If your client isn't TypeScript, tRPC's headline benefit evaporates. If your client is TypeScript and you don't ship public APIs, tRPC eliminates a whole category of glue work.

Caching, Auth, And Rate Limiting Are Where Architecture Lives

Whatever you pick, the boring concerns are the ones that decide if it works at scale.

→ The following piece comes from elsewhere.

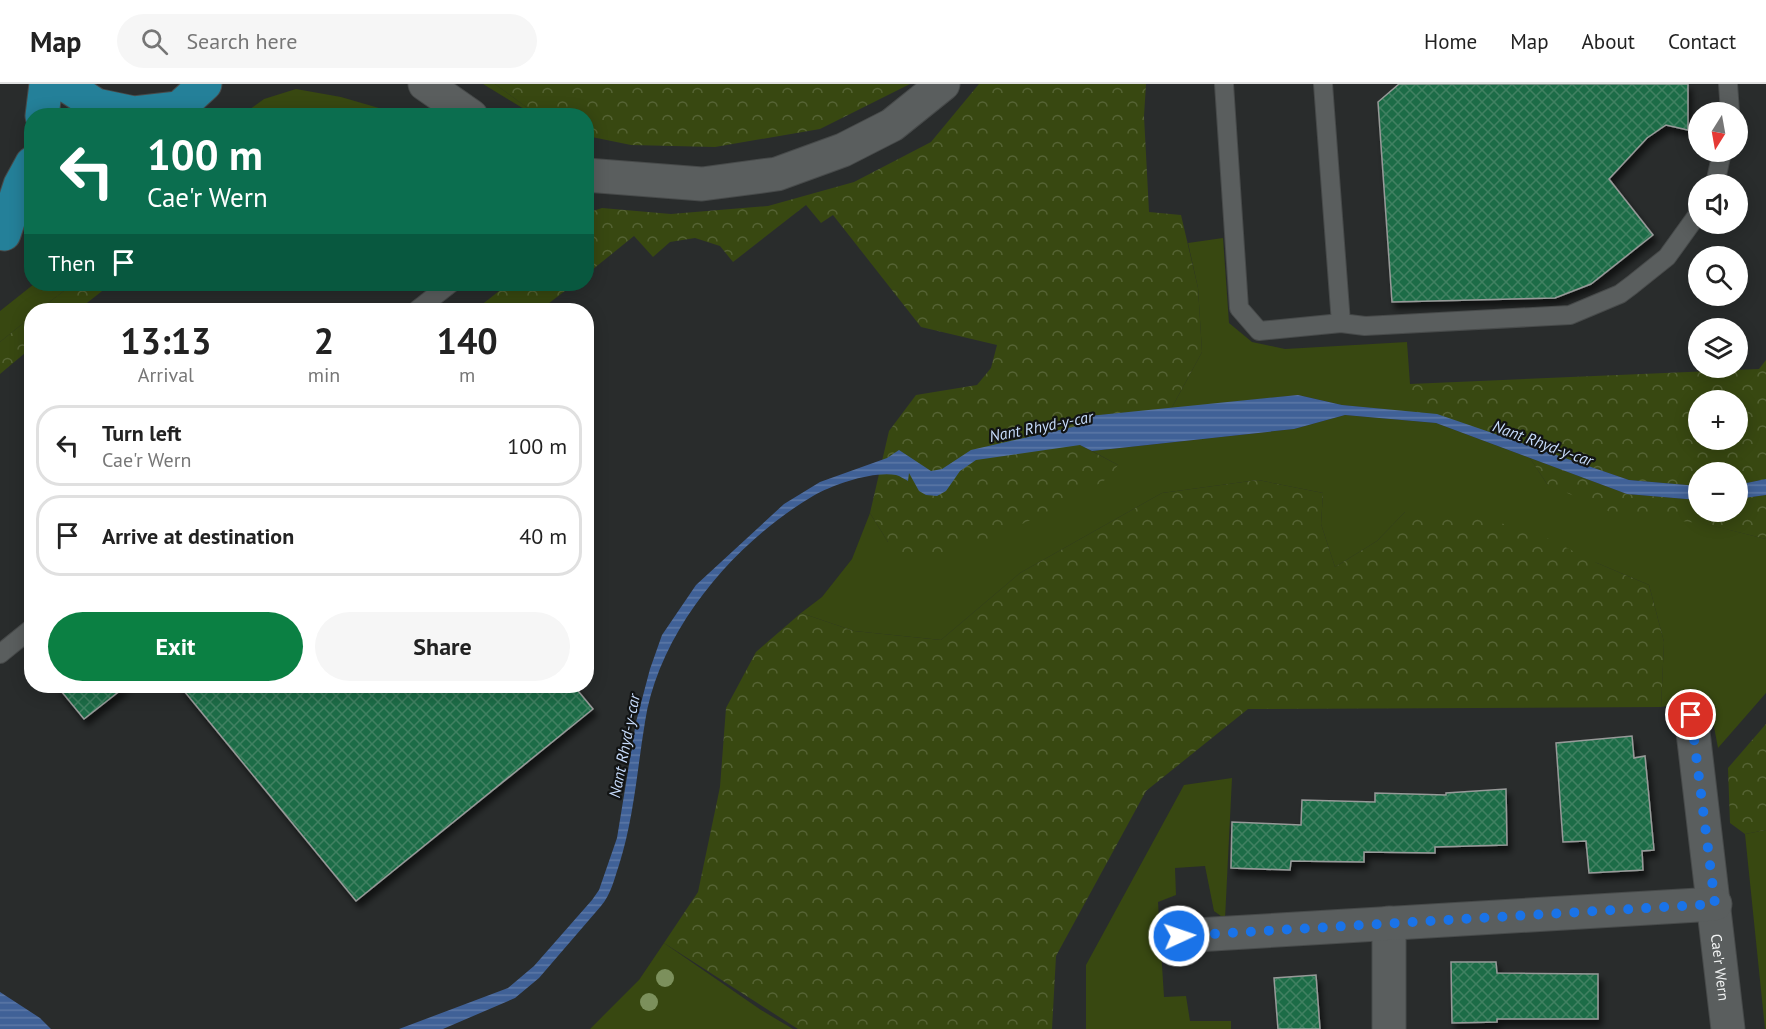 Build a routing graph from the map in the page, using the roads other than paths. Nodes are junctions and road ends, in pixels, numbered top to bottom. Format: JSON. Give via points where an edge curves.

  1. Caching. REST cooperates with HTTP caches; GraphQL needs persisted queries or APQ; tRPC inherits whatever HTTP cache headers you set on its endpoints.
  2. Auth. Token-based auth (JWT, sessions) is identical across the three. Authorization is the divergence: REST does it per route, GraphQL per field, tRPC per procedure.
  3. Rate limiting. Per-route in REST is trivial. Per-operation in GraphQL needs query cost analysis. tRPC procedures are easy to limit individually.
  4. Observability. OpenTelemetry has good integrations for all three. The trace span names are different — endpoints in REST, operation names in GraphQL, procedure paths in tRPC.

Don't pick the API style and then realize three months later you have to invent your own auth model around it. Sketch the boring things first.

A One-Sentence Mental Model

REST when the world has to call you, GraphQL when many clients want different slices of overlapping data, tRPC when one TypeScript app and one TypeScript server share a repo — and most healthy systems end up running two of the three, on purpose.